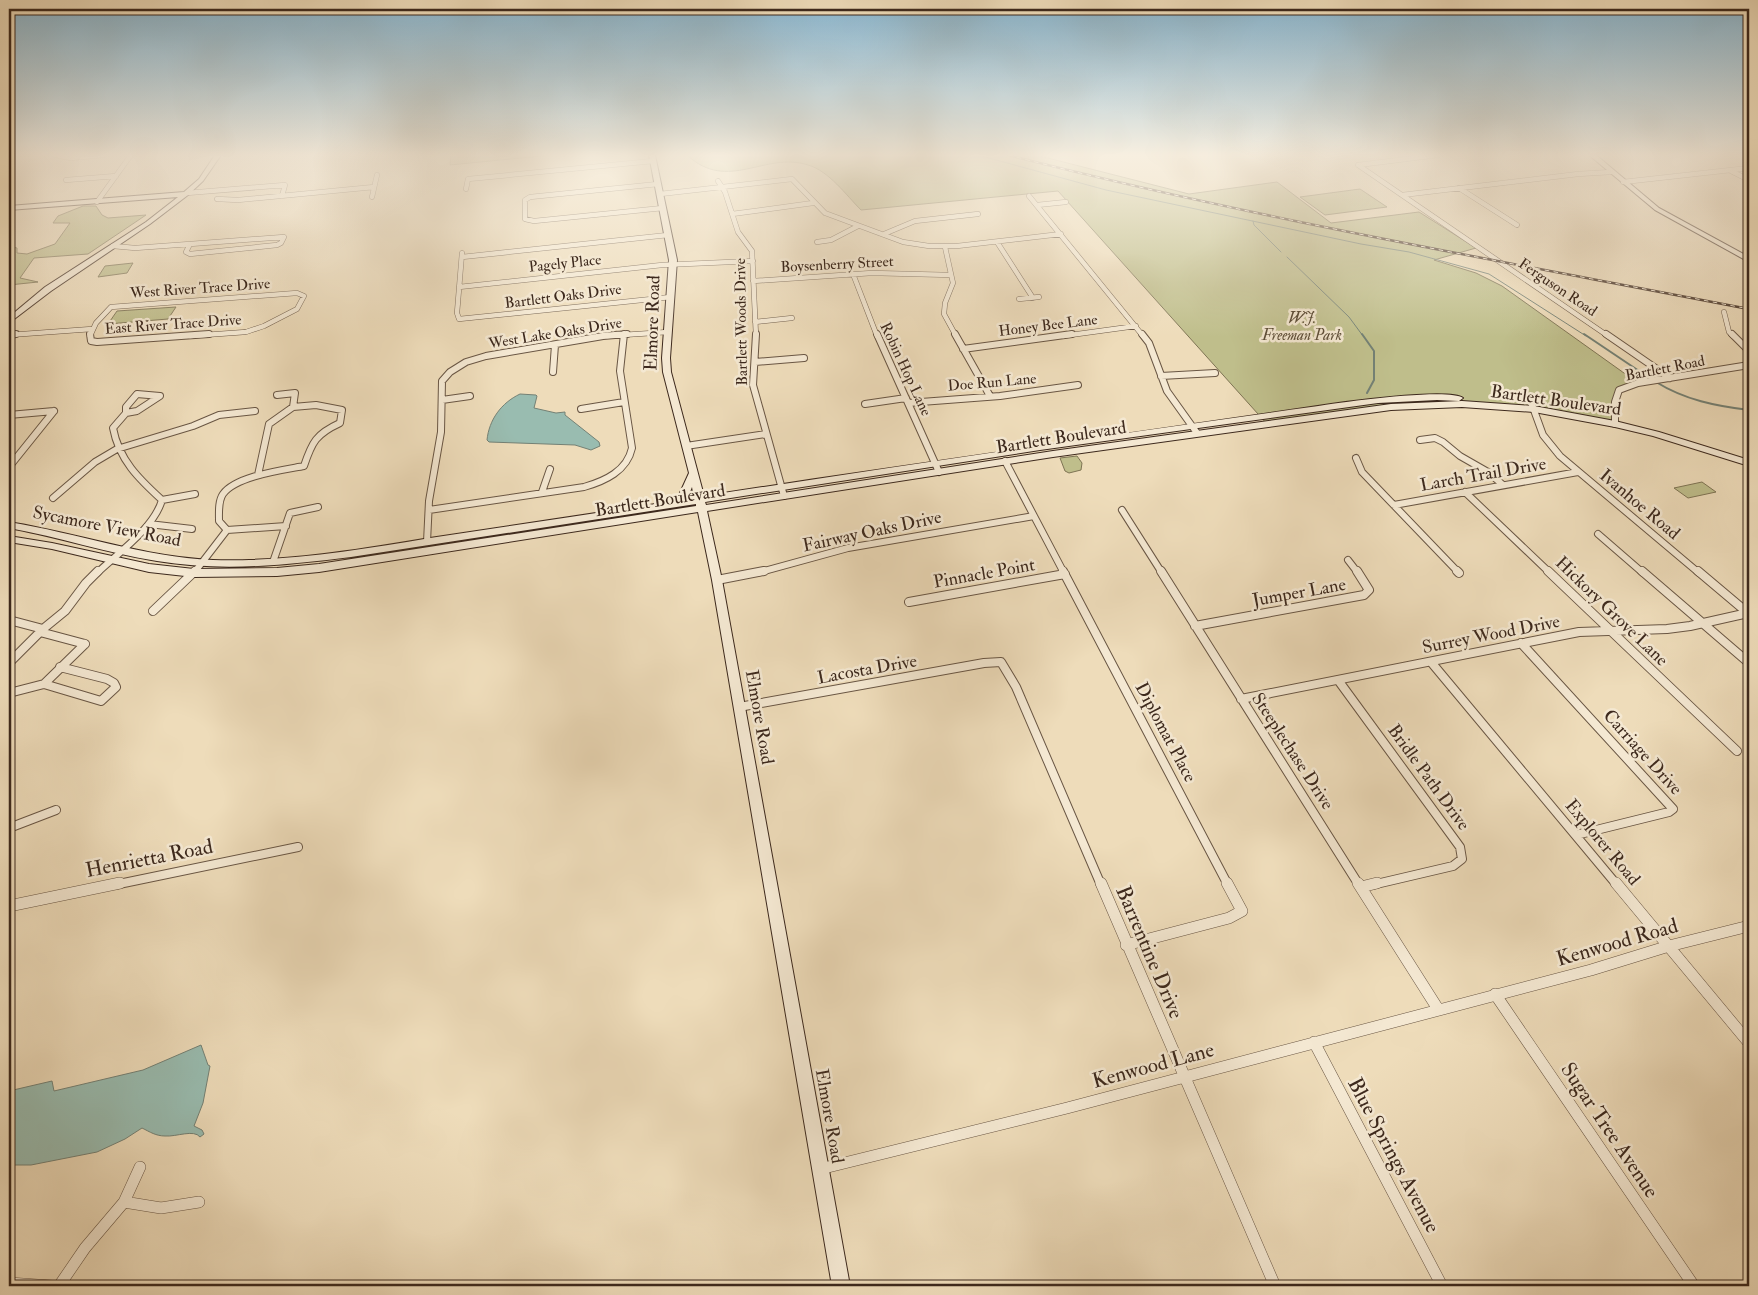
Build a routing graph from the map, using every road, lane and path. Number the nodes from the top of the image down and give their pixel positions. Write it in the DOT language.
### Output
graph roads {
  1 [pos="158,215"];
  2 [pos="526,215"];
  3 [pos="585,215"];
  4 [pos="664,215"];
  5 [pos="732,215"];
  6 [pos="832,215"];
  7 [pos="966,215"];
  8 [pos="1045,215"];
  9 [pos="1432,215"];
  10 [pos="1502,215"];
  11 [pos="1669,215"];
  12 [pos="1517,225"];
  13 [pos="858,226"];
  14 [pos="884,234"];
  15 [pos="1060,234"];
  16 [pos="668,235"];
  17 [pos="817,242"];
  18 [pos="997,242"];
  19 [pos="190,244"];
  20 [pos="113,246"];
  21 [pos="945,247"];
  22 [pos="1749,260"];
  23 [pos="753,261"];
  24 [pos="673,264"];
  25 [pos="853,274"];
  26 [pos="951,275"];
  27 [pos="753,281"];
  28 [pos="459,287"];
  29 [pos="670,297"];
  30 [pos="1019,299"];
  31 [pos="297,309"];
  32 [pos="1724,312"];
  33 [pos="792,318"];
  34 [pos="9,321"];
  35 [pos="755,322"];
  36 [pos="1136,326"];
  37 [pos="90,331"];
  38 [pos="668,332"];
  39 [pos="624,334"];
  40 [pos="9,335"];
  41 [pos="42,335"];
  42 [pos="9,340"];
  43 [pos="555,345"];
  44 [pos="963,349"];
  45 [pos="1749,351"];
  46 [pos="804,358"];
  47 [pos="756,362"];
  48 [pos="1749,365"];
  49 [pos="553,372"];
  50 [pos="1215,374"];
  51 [pos="1161,376"];
  52 [pos="1670,378"];
  53 [pos="1078,385"];
  54 [pos="277,395"];
  55 [pos="470,396"];
  56 [pos="990,396"];
  57 [pos="442,400"];
  58 [pos="907,400"];
  59 [pos="624,402"];
  60 [pos="865,404"];
  61 [pos="1532,406"];
  62 [pos="293,407"];
  63 [pos="581,409"];
  64 [pos="255,411"];
  65 [pos="126,413"];
  66 [pos="9,415"];
  67 [pos="1615,420"];
  68 [pos="1195,430"];
  69 [pos="766,434"];
  70 [pos="1688,439"];
  71 [pos="1420,440"];
  72 [pos="686,446"];
  73 [pos="117,449"];
  74 [pos="9,454"];
  75 [pos="18,454"];
  76 [pos="1749,456"];
  77 [pos="1356,458"];
  78 [pos="1006,461"];
  79 [pos="1749,463"];
  80 [pos="9,467"];
  81 [pos="937,468"];
  82 [pos="550,469"];
  83 [pos="1578,472"];
  84 [pos="258,475"];
  85 [pos="694,478"];
  86 [pos="1503,485"];
  87 [pos="542,492"];
  88 [pos="783,492"];
  89 [pos="1466,492"];
  90 [pos="195,494"];
  91 [pos="727,496"];
  92 [pos="53,498"];
  93 [pos="162,500"];
  94 [pos="669,505"];
  95 [pos="700,505"];
  96 [pos="1394,505"];
  97 [pos="318,507"];
  98 [pos="429,510"];
  99 [pos="1122,510"];
  100 [pos="1034,516"];
  101 [pos="149,524"];
  102 [pos="9,525"];
  103 [pos="286,526"];
  104 [pos="192,529"];
  105 [pos="544,529"];
  106 [pos="227,530"];
  107 [pos="1598,534"];
  108 [pos="9,539"];
  109 [pos="427,542"];
  110 [pos="117,555"];
  111 [pos="376,555"];
  112 [pos="1348,560"];
  113 [pos="273,562"];
  114 [pos="321,563"];
  115 [pos="199,567"];
  116 [pos="1459,573"];
  117 [pos="1065,574"];
  118 [pos="717,580"];
  119 [pos="909,602"];
  120 [pos="153,611"];
  121 [pos="1749,613"];
  122 [pos="9,620"];
  123 [pos="1702,624"];
  124 [pos="1195,626"];
  125 [pos="1611,630"];
  126 [pos="42,631"];
  127 [pos="1520,643"];
  128 [pos="1000,662"];
  129 [pos="1431,662"];
  130 [pos="9,663"];
  131 [pos="1749,663"];
  132 [pos="60,667"];
  133 [pos="1338,680"];
  134 [pos="44,684"];
  135 [pos="9,692"];
  136 [pos="1241,699"];
  137 [pos="739,707"];
  138 [pos="1737,750"];
  139 [pos="56,810"];
  140 [pos="9,828"];
  141 [pos="1576,835"];
  142 [pos="298,847"];
  143 [pos="1361,887"];
  144 [pos="9,906"];
  145 [pos="1749,926"];
  146 [pos="1126,945"];
  147 [pos="1669,946"];
  148 [pos="1496,994"];
  149 [pos="1438,1009"];
  150 [pos="1314,1042"];
  151 [pos="1749,1043"];
  152 [pos="1184,1076"];
  153 [pos="140,1167"];
  154 [pos="820,1169"];
  155 [pos="124,1202"];
  156 [pos="199,1202"];
  157 [pos="9,1283"];
  158 [pos="52,1286"];
  159 [pos="59,1286"];
  160 [pos="841,1286"];
  161 [pos="1274,1286"];
  162 [pos="1442,1286"];
  163 [pos="1694,1286"];
  1 -- 20 [label="main road"];
  2 -- 3 [label="street"];
  4 -- 16 [label="main road, Elmore Road"];
  5 -- 23 [label="street, Bartlett Woods Drive"];
  6 -- 13 [label="street"];
  7 -- 14 [label="street"];
  8 -- 15 [label="street"];
  9 -- 52 [label="street, Ferguson Road"];
  10 -- 12 [label="street"];
  11 -- 22 [label="main road"];
  13 -- 14 [label="street"];
  13 -- 17 [label="street"];
  14 -- 21 [label="street"];
  15 -- 18 [label="street"];
  15 -- 36 [label="street"];
  16 -- 24 [label="main road, Elmore Road"];
  16 -- 28 [label="street"];
  18 -- 21 [label="street"];
  18 -- 30 [label="street"];
  19 -- 19 [label="street"];
  19 -- 20 [label="street"];
  20 -- 34 [label="main road"];
  21 -- 26 [label="street"];
  23 -- 24 [label="street, Pagely Place"];
  23 -- 27 [label="street, Bartlett Woods Drive"];
  24 -- 28 [label="street, Pagely Place"];
  24 -- 29 [label="main road, Elmore Road"];
  25 -- 26 [label="street, Boysenberry Street"];
  25 -- 27 [label="street, Boysenberry Street"];
  25 -- 58 [label="street, Robin Hop Lane"];
  26 -- 44 [label="street"];
  27 -- 35 [label="street, Bartlett Woods Drive"];
  28 -- 29 [label="street, Bartlett Oaks Drive"];
  29 -- 38 [label="main road, Elmore Road"];
  31 -- 37 [label="street, East River Trace Drive"];
  31 -- 37 [label="street, West River Trace Drive"];
  32 -- 45 [label="street"];
  33 -- 35 [label="street"];
  35 -- 47 [label="street, Bartlett Woods Drive"];
  36 -- 44 [label="street, Honey Bee Lane"];
  36 -- 51 [label="street"];
  37 -- 41 [label="street"];
  38 -- 39 [label="street, West Lake Oaks Drive"];
  38 -- 72 [label="main road, Elmore Road"];
  39 -- 43 [label="street, West Lake Oaks Drive"];
  39 -- 59 [label="street"];
  40 -- 41 [label="street"];
  41 -- 42 [label="street"];
  43 -- 49 [label="street"];
  43 -- 57 [label="street, West Lake Oaks Drive"];
  44 -- 56 [label="street"];
  46 -- 47 [label="street"];
  47 -- 69 [label="street, Bartlett Woods Drive"];
  48 -- 52 [label="street, Bartlett Road"];
  50 -- 51 [label="street"];
  51 -- 68 [label="street"];
  52 -- 67 [label="street, Bartlett Road"];
  53 -- 56 [label="street, Doe Run Lane"];
  54 -- 62 [label="street"];
  55 -- 57 [label="street"];
  56 -- 58 [label="street, Doe Run Lane"];
  57 -- 98 [label="street"];
  58 -- 60 [label="street, Doe Run Lane"];
  58 -- 81 [label="street, Robin Hop Lane"];
  59 -- 63 [label="street"];
  59 -- 87 [label="street"];
  61 -- 67 [label="main road, Bartlett Boulevard"];
  61 -- 68 [label="main road, Bartlett Boulevard"];
  61 -- 83 [label="street, Ivanhoe Road"];
  62 -- 84 [label="street"];
  62 -- 84 [label="street"];
  64 -- 73 [label="street"];
  65 -- 65 [label="street"];
  65 -- 73 [label="street"];
  66 -- 75 [label="street"];
  67 -- 70 [label="main road, Bartlett Boulevard"];
  68 -- 78 [label="main road, Bartlett Boulevard"];
  68 -- 81 [label="main road, Bartlett Boulevard"];
  69 -- 72 [label="street"];
  69 -- 88 [label="street, Bartlett Woods Drive"];
  70 -- 76 [label="main road, Bartlett Boulevard"];
  70 -- 79 [label="main road, Bartlett Boulevard"];
  71 -- 86 [label="street"];
  72 -- 85 [label="main road, Elmore Road"];
  73 -- 92 [label="street"];
  73 -- 93 [label="street"];
  74 -- 75 [label="street"];
  75 -- 80 [label="street"];
  77 -- 96 [label="street"];
  78 -- 81 [label="main road, Bartlett Boulevard"];
  78 -- 100 [label="street, Diplomat Place"];
  81 -- 88 [label="main road, Bartlett Boulevard"];
  82 -- 87 [label="street"];
  83 -- 86 [label="street, Larch Trail Drive"];
  83 -- 121 [label="street, Ivanhoe Road"];
  84 -- 106 [label="street"];
  85 -- 91 [label="main road"];
  85 -- 94 [label="main road"];
  85 -- 95 [label="main road, Elmore Road"];
  86 -- 89 [label="street, Larch Trail Drive"];
  87 -- 98 [label="street"];
  88 -- 91 [label="main road, Bartlett Boulevard"];
  88 -- 95 [label="main road, Bartlett Boulevard"];
  89 -- 96 [label="street, Larch Trail Drive"];
  89 -- 125 [label="street, Hickory Grove Lane"];
  90 -- 93 [label="street"];
  91 -- 95 [label="main road, Bartlett Boulevard"];
  93 -- 101 [label="street"];
  94 -- 95 [label="main road, Bartlett Boulevard"];
  94 -- 105 [label="main road, Bartlett Boulevard"];
  95 -- 105 [label="main road, Bartlett Boulevard"];
  95 -- 118 [label="main road, Elmore Road"];
  96 -- 116 [label="street"];
  97 -- 103 [label="street"];
  98 -- 109 [label="street"];
  99 -- 124 [label="street, Steeplechase Drive"];
  100 -- 117 [label="street, Diplomat Place"];
  100 -- 118 [label="street, Fairway Oaks Drive"];
  101 -- 104 [label="street"];
  101 -- 110 [label="street"];
  102 -- 110 [label="main road, Sycamore View Road"];
  103 -- 106 [label="street"];
  103 -- 113 [label="street"];
  105 -- 109 [label="main road, Bartlett Boulevard"];
  105 -- 111 [label="main road, Bartlett Boulevard"];
  106 -- 115 [label="street"];
  107 -- 123 [label="street"];
  108 -- 110 [label="main road, Sycamore View Road"];
  109 -- 111 [label="main road, Bartlett Boulevard"];
  110 -- 115 [label="main road, Sycamore View Road"];
  110 -- 126 [label="street"];
  111 -- 114 [label="main road, Sycamore View Road"];
  112 -- 124 [label="street, Jumper Lane"];
  113 -- 114 [label="main road, Sycamore View Road"];
  113 -- 115 [label="main road, Sycamore View Road"];
  114 -- 115 [label="main road, Sycamore View Road"];
  115 -- 120 [label="street"];
  117 -- 119 [label="street, Pinnacle Point"];
  117 -- 146 [label="street, Diplomat Place"];
  118 -- 137 [label="main road, Elmore Road"];
  121 -- 123 [label="street, Surrey Wood Drive"];
  122 -- 126 [label="street"];
  123 -- 125 [label="street, Surrey Wood Drive"];
  123 -- 131 [label="street"];
  124 -- 136 [label="street, Steeplechase Drive"];
  125 -- 127 [label="street, Surrey Wood Drive"];
  125 -- 138 [label="street, Hickory Grove Lane"];
  126 -- 130 [label="street"];
  126 -- 132 [label="street"];
  127 -- 129 [label="street, Surrey Wood Drive"];
  127 -- 141 [label="street, Carriage Drive"];
  128 -- 137 [label="street, Lacosta Drive"];
  128 -- 146 [label="street, Barrentine Drive"];
  129 -- 133 [label="street, Surrey Wood Drive"];
  129 -- 141 [label="street, Explorer Road"];
  132 -- 134 [label="street"];
  132 -- 134 [label="street"];
  133 -- 136 [label="street, Surrey Wood Drive"];
  133 -- 143 [label="street, Bridle Path Drive"];
  134 -- 135 [label="street"];
  136 -- 143 [label="street, Steeplechase Drive"];
  137 -- 154 [label="main road, Elmore Road"];
  139 -- 140 [label="street"];
  141 -- 147 [label="street, Explorer Road"];
  142 -- 144 [label="street, Henrietta Road"];
  143 -- 149 [label="street, Steeplechase Drive"];
  145 -- 147 [label="street, Kenwood Road"];
  146 -- 152 [label="street, Barrentine Drive"];
  147 -- 148 [label="street, Kenwood Road"];
  147 -- 151 [label="street, Explorer Road"];
  148 -- 149 [label="street, Kenwood Lane"];
  148 -- 163 [label="street, Sugar Tree Avenue"];
  149 -- 150 [label="street, Kenwood Lane"];
  150 -- 152 [label="street, Kenwood Lane"];
  150 -- 162 [label="street, Blue Springs Avenue"];
  152 -- 154 [label="street, Kenwood Lane"];
  152 -- 161 [label="street, Barrentine Drive"];
  153 -- 155 [label="street"];
  154 -- 160 [label="main road, Elmore Road"];
  155 -- 156 [label="street"];
  155 -- 159 [label="street"];
  157 -- 158 [label="street"];
}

━━━━━━━━━━━━━━━━━━━━

### Work item
Copy out every line of the data that includes "Trace".

### Reply to the exercise
  31 -- 37 [label="street, East River Trace Drive"];
  31 -- 37 [label="street, West River Trace Drive"];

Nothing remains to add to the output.